Mike Zajakowski, a Tribunepicture editor, said the paper wrote more than 500 stories on Burge and the related corruption. The paper has hundreds of photos that helped document it, including pictures of victims.
“I’m boggled by it,” he says. “I keep up with the news as it happens, but it’s just overwhelming.”
Zajakowski, who is familiar with Rivkin’s previous work, says she will help document the emotional moments in a story that has had many. “That is something Amanda can bring.”
Conroy, who was laid off from the Reader in 2007, is now a senior investigator at the Roderick and Solange MacArthur Justice Center at Northwestern University. Having the stories of victims all in one place will be “a great thing for the city and a great thing for the victims,” he says, “assuming they don’t mind revisiting what happened to them.”

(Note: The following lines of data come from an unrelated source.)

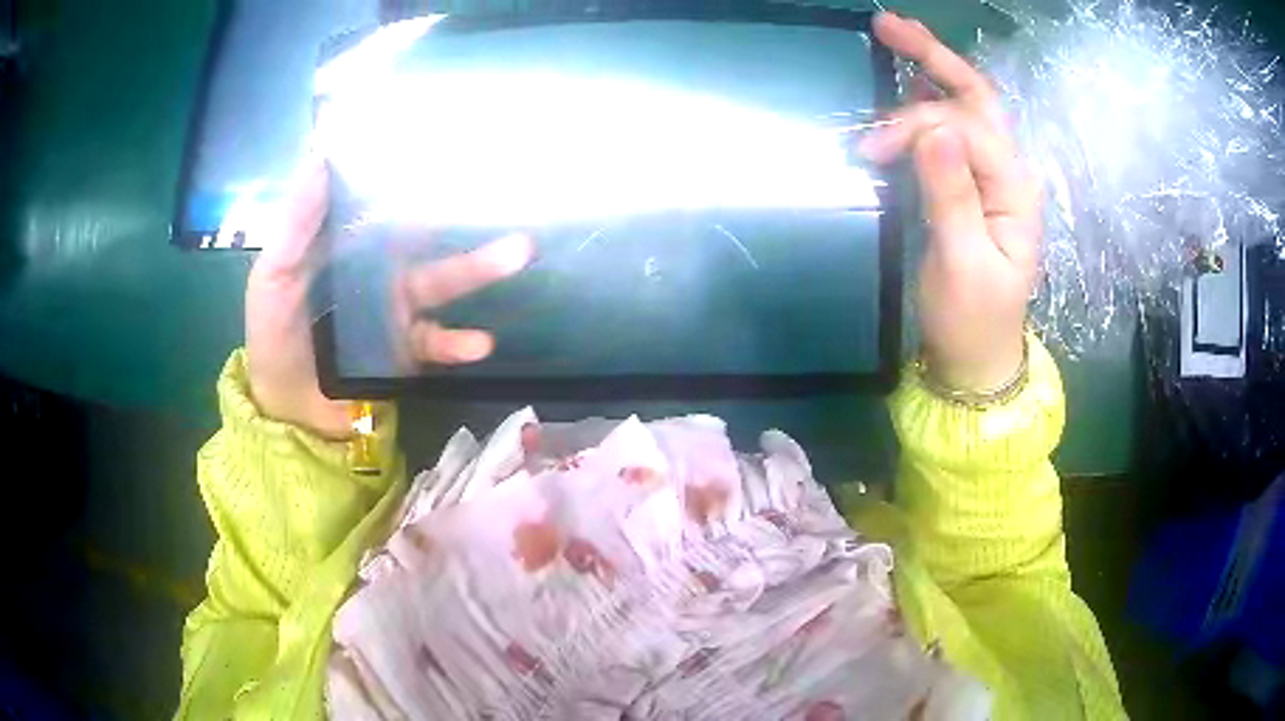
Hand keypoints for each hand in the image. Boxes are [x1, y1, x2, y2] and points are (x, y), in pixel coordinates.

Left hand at [245, 154, 532, 438]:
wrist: (288, 410)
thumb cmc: (273, 335)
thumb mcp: (274, 275)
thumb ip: (296, 224)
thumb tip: (319, 157)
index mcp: (344, 243)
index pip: (382, 201)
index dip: (411, 176)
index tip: (447, 146)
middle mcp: (376, 268)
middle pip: (424, 239)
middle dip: (463, 221)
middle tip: (501, 192)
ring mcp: (396, 309)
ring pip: (441, 282)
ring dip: (478, 270)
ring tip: (519, 253)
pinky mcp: (406, 348)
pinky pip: (437, 341)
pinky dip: (458, 342)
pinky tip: (479, 343)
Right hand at [860, 12, 1040, 391]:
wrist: (976, 358)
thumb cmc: (972, 319)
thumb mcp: (962, 263)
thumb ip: (951, 195)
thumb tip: (931, 129)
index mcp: (1014, 189)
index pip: (967, 127)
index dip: (918, 123)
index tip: (871, 148)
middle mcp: (1007, 172)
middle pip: (976, 97)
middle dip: (934, 57)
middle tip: (885, 24)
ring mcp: (990, 176)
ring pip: (966, 106)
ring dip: (930, 70)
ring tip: (891, 40)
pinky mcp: (970, 184)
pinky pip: (952, 129)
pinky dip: (926, 99)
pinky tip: (904, 83)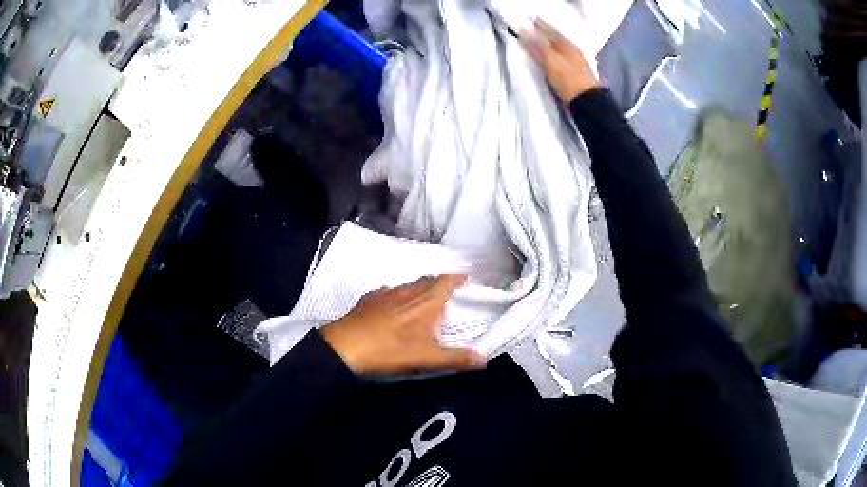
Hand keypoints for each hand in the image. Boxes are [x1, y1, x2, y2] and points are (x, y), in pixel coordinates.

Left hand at [320, 275, 487, 375]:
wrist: (345, 345)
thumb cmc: (390, 350)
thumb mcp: (426, 358)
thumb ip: (456, 358)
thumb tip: (485, 358)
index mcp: (426, 302)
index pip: (446, 281)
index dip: (458, 277)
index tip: (466, 278)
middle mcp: (408, 291)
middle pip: (428, 281)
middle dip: (440, 284)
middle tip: (447, 295)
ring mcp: (386, 293)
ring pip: (409, 286)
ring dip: (420, 290)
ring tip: (423, 303)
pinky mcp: (369, 298)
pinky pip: (390, 292)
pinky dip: (399, 297)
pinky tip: (394, 309)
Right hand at [521, 19, 599, 101]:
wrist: (587, 101)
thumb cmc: (568, 79)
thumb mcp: (550, 61)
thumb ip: (538, 46)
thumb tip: (525, 30)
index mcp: (566, 44)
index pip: (550, 31)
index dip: (540, 26)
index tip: (530, 21)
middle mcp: (573, 49)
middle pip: (557, 38)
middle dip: (546, 33)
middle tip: (534, 28)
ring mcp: (577, 61)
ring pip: (561, 47)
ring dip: (551, 43)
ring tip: (542, 41)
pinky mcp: (578, 72)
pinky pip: (565, 57)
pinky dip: (557, 53)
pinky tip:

Rivkin says that in between travels for work (last year to Poland, Latvia, Serbia, and Germany), she decided to turn her attention to the Burge victims, a story she’s been wanting to tell for some time. The grant made it financially possible. But the city’s historic reparations deal last year, authorizing $5.5 million to scores of victims, also cleared the way, she says. “The city admitting to it is huge.”

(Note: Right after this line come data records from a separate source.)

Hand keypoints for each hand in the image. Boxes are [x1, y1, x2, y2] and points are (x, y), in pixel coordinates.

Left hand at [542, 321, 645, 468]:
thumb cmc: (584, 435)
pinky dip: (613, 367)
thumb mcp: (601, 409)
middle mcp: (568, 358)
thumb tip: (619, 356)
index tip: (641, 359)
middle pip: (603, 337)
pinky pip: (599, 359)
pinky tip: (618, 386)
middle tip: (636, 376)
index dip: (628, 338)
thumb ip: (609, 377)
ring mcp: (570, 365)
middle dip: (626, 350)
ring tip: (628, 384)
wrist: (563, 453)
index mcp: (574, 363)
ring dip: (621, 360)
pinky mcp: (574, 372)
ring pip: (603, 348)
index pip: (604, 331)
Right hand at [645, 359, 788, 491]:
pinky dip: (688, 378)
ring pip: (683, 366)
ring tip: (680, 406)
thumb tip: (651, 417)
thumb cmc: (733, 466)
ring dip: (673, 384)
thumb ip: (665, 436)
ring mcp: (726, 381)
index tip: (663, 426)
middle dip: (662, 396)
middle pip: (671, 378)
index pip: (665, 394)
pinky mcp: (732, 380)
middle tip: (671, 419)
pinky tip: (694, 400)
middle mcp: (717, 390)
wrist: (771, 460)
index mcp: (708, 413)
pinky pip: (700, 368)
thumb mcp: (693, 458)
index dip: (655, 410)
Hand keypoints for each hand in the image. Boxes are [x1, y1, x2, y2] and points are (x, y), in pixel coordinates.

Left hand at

In spite of the time that has passed, her project does not feel dated. The reparations deal came just months before the city lost a court battle to keep private a video that showed a Chicago police officer gunning down teenager Laquan McDonald. The dash-cam video showed a different story than the one police initially told about how the 17-year-old died. It has renewed national scrutiny of the Chicago police and a justice system that continues to be tainted by charges of corruption. Last week, a county judge ordered a special prosecutor for the murder trial of the police officer who shot McDonald.
“All of this we’ve seen before,” Rivkin says. “The layers of procedures, oversight boards and task forces… It’s the same song and dance.”
As part of the reparations resolution, the city pledged to incorporate a lesson about the case and its legacy into the 8th and 10th grade US history curriculum in the public schools by this year. That has not yet happened. A spokeswoman for Chicago Public Schools said teachers and officials will meet in the coming months to come up with a pilot for the fall.
Rivkin hopes her photos and audio could be part of the curriculum.
From media accounts, activists, lawyers, and other records, Rivkin has identified more than 100 victims and is now trying to track them down. She has interviewed five of the men so far. Three are featured on her blog.
“Everybody that’s talked to me has wanted to talk to me,” she says. Some of the interviews have taken 30 minutes, she says; one lasted more than four hours. “I haven’t had to do a hard sell yet. I probably will at some point. The goal is not to retraumatize anyone.”
Rivkin says she’s read and viewed most of the media coverage around Burge, who in 2010 was convicted of lying about the torture in a civil lawsuit—but not of the torture itself, as the statute of limitations had passed—and spent nearly four years in prison and the rest of his sentence in a halfway house.
The stories of victims have been told in that coverage. But often, Rivkin says, the reporting has focused on a corrupt system, with victims’ accounts filtered told through the courts, through lawyers. She sees her work as a sort of oral history, and the men she’s interviewed, she says, tend to see her more as a social worker than a journalist.
“For most of them, TV is the media, and I’m not TV so I’m in a different realm. Because I’m not putting something out there the next day, that it’s for an exhibit. It’s really about their experience and emotion rather than pumping them for facts.”
Rivkin draws a connection between this project, in her home city, to the work she has done around the globe.
“Most of my work is about excesses of state power,” she says. “This is about torture and democracy and how in a democratic system anyone can look the other way.”